Nur ganz selten erinnerten einige daran, wie brüchig die Decke der sogenannten „Zivilisation“ ist.
Dachten nicht auch Sie manchmal: „Oh diese rückständigen Schwarzen in Afrika, die können wohl nie Ruhe geben mit ihren ewigen Kriegen. Afghanistan, Jemen, Syrien-finsteres Mittelalter!“?
Es war zu keinen Zeiten kein Krieg in der Welt – nur, Krieg schien halt weit weg. Und nun ist er da, nur wenige hundert Kilometer entfernt wurde das Völkerrecht in brutaler Weise gebrochen, stellen wir uns wieder auf Hundertausende von Flüchtlingen ein, dieses Mal Europäer wie wir. Fragen uns vielleicht sogar, wie lange es dauern wird, bis wir selbst zu Flüchtlingen werden.

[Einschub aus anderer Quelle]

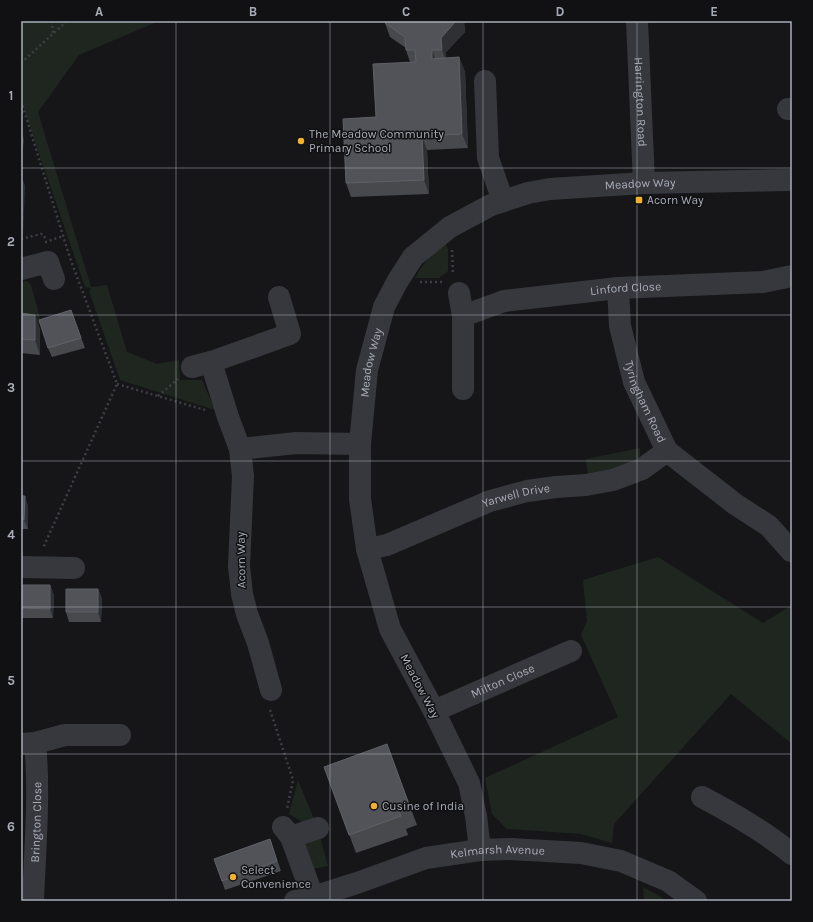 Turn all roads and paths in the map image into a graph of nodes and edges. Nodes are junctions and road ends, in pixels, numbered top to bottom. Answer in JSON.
{"nodes":[{"id":1,"x":52,"y":21,"type":"edge"},
{"id":2,"x":67,"y":21,"type":"edge"},
{"id":3,"x":637,"y":21,"type":"edge"},
{"id":4,"x":53,"y":34,"type":"junction"},
{"id":5,"x":21,"y":63,"type":"edge"},
{"id":6,"x":485,"y":81,"type":"dead end"},
{"id":7,"x":21,"y":101,"type":"edge"},
{"id":8,"x":792,"y":180,"type":"edge"},
{"id":9,"x":644,"y":184,"type":"junction"},
{"id":10,"x":503,"y":201,"type":"junction"},
{"id":11,"x":450,"y":227,"type":"junction"},
{"id":12,"x":63,"y":236,"type":"junction"},
{"id":13,"x":21,"y":240,"type":"edge"},
{"id":14,"x":21,"y":269,"type":"edge"},
{"id":15,"x":792,"y":276,"type":"edge"},
{"id":16,"x":54,"y":279,"type":"dead end"},
{"id":17,"x":397,"y":282,"type":"junction"},
{"id":18,"x":457,"y":288,"type":"junction"},
{"id":19,"x":618,"y":288,"type":"junction"},
{"id":20,"x":279,"y":297,"type":"dead end"},
{"id":21,"x":462,"y":316,"type":"junction"},
{"id":22,"x":202,"y":364,"type":"junction"},
{"id":23,"x":117,"y":384,"type":"junction"},
{"id":24,"x":463,"y":389,"type":"dead end"},
{"id":25,"x":158,"y":396,"type":"junction"},
{"id":26,"x":228,"y":417,"type":"junction"},
{"id":27,"x":360,"y":444,"type":"junction"},
{"id":28,"x":240,"y":449,"type":"junction"},
{"id":29,"x":667,"y":451,"type":"junction"},
{"id":30,"x":367,"y":549,"type":"junction"},
{"id":31,"x":791,"y":551,"type":"edge"},
{"id":32,"x":28,"y":567,"type":"edge"},
{"id":33,"x":74,"y":568,"type":"dead end"},
{"id":34,"x":571,"y":651,"type":"dead end"},
{"id":35,"x":271,"y":690,"type":"joint"},
{"id":36,"x":434,"y":711,"type":"junction"},
{"id":37,"x":120,"y":735,"type":"dead end"},
{"id":38,"x":28,"y":743,"type":"edge"},
{"id":39,"x":702,"y":796,"type":"dead end"},
{"id":40,"x":318,"y":828,"type":"dead end"},
{"id":41,"x":287,"y":832,"type":"junction"},
{"id":42,"x":480,"y":850,"type":"junction"},
{"id":43,"x":792,"y":854,"type":"edge"},
{"id":44,"x":304,"y":899,"type":"edge"},
{"id":45,"x":33,"y":901,"type":"edge"},
{"id":46,"x":696,"y":901,"type":"edge"}],
"edges":[{"from":1,"to":4,"type":"path"},
{"from":2,"to":4,"type":"path"},
{"from":3,"to":9,"type":"street","name":"Harrington Road"},
{"from":4,"to":5,"type":"path"},
{"from":6,"to":10,"type":"street"},
{"from":7,"to":12,"type":"path"},
{"from":8,"to":9,"type":"street","name":"Meadow Way"},
{"from":9,"to":10,"type":"street","name":"Meadow Way"},
{"from":10,"to":11,"type":"street","name":"Meadow Way"},
{"from":11,"to":17,"type":"street","name":"Meadow Way"},
{"from":11,"to":18,"type":"path"},
{"from":12,"to":13,"type":"path"},
{"from":12,"to":23,"type":"path"},
{"from":14,"to":16,"type":"street"},
{"from":15,"to":19,"type":"street","name":"Linford Close"},
{"from":17,"to":18,"type":"path"},
{"from":17,"to":27,"type":"street","name":"Meadow Way"},
{"from":18,"to":21,"type":"street"},
{"from":19,"to":21,"type":"street","name":"Linford Close"},
{"from":19,"to":29,"type":"street","name":"Tyringham Road"},
{"from":20,"to":22,"type":"street"},
{"from":21,"to":24,"type":"street"},
{"from":22,"to":25,"type":"path"},
{"from":22,"to":26,"type":"street","name":"Acorn Way"},
{"from":23,"to":25,"type":"path"},
{"from":23,"to":32,"type":"path"},
{"from":25,"to":26,"type":"path"},
{"from":26,"to":28,"type":"street","name":"Acorn Way"},
{"from":27,"to":28,"type":"street"},
{"from":27,"to":30,"type":"street","name":"Meadow Way"},
{"from":28,"to":35,"type":"street","name":"Acorn Way"},
{"from":29,"to":30,"type":"street","name":"Yarwell Drive"},
{"from":29,"to":31,"type":"street","name":"Tyringham Road"},
{"from":30,"to":36,"type":"street","name":"Meadow Way"},
{"from":32,"to":33,"type":"street"},
{"from":34,"to":36,"type":"street","name":"Milton Close"},
{"from":35,"to":41,"type":"path"},
{"from":36,"to":42,"type":"street","name":"Meadow Way"},
{"from":37,"to":38,"type":"street","name":"Brington Close"},
{"from":38,"to":45,"type":"street","name":"Brington Close"},
{"from":39,"to":43,"type":"street"},
{"from":40,"to":41,"type":"street"},
{"from":41,"to":44,"type":"street"},
{"from":42,"to":44,"type":"street","name":"Kelmarsh Avenue"},
{"from":42,"to":46,"type":"street","name":"Kelmarsh Avenue"}]}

Grade noch hatten wir gedacht mit dem Frühjahr könne die Pandemie verschwinden, wir in das Leben zurückkehren, wie wir es noch vor zwei Jahren kannten. An den zunehmenden Naturkatastrophen hatten wir schon gemerkt, dass das wohl auch nicht so einfach werden würde, dass wir uns noch auf einige Veränderungen werden einstellen müssen. Aber nun noch dies, das Undenkbare, dazu. Es ist zum Heulen, es ist zum Verzweifeln. Und doch:
Wir dürfen unser kreatives Denken und Handeln nicht von unserer Angst dominieren lassen, dann wird alles nur noch schlimmer. Wir können viel lernen von der unglaublichen Widerstandskraft und Stärke derer, die noch nie Frieden, Gesundheit und Wohlstand genießen konnten.
Ja, es gab immer Krieg und Elend – aber es gibt immer auch Leben und Hoffnung.
Und grade deshalb können, ja müssen wir sogar Geburtstage feiern, uns an Debatten beteiligen, an Lösungen mitdenken, uns freuen über den beginnenden Frühling, über die Corona-Lockerungen, müssen Pläne machen für Renovierungen, müssen junge Leute eine Ausbildung beginnen, müssen wir Ausstellungen und andere Veranstaltungen besuchen
In diesem Sinne viel Spaß beim Lesen dieser kleinen Geburtstagsausgabe!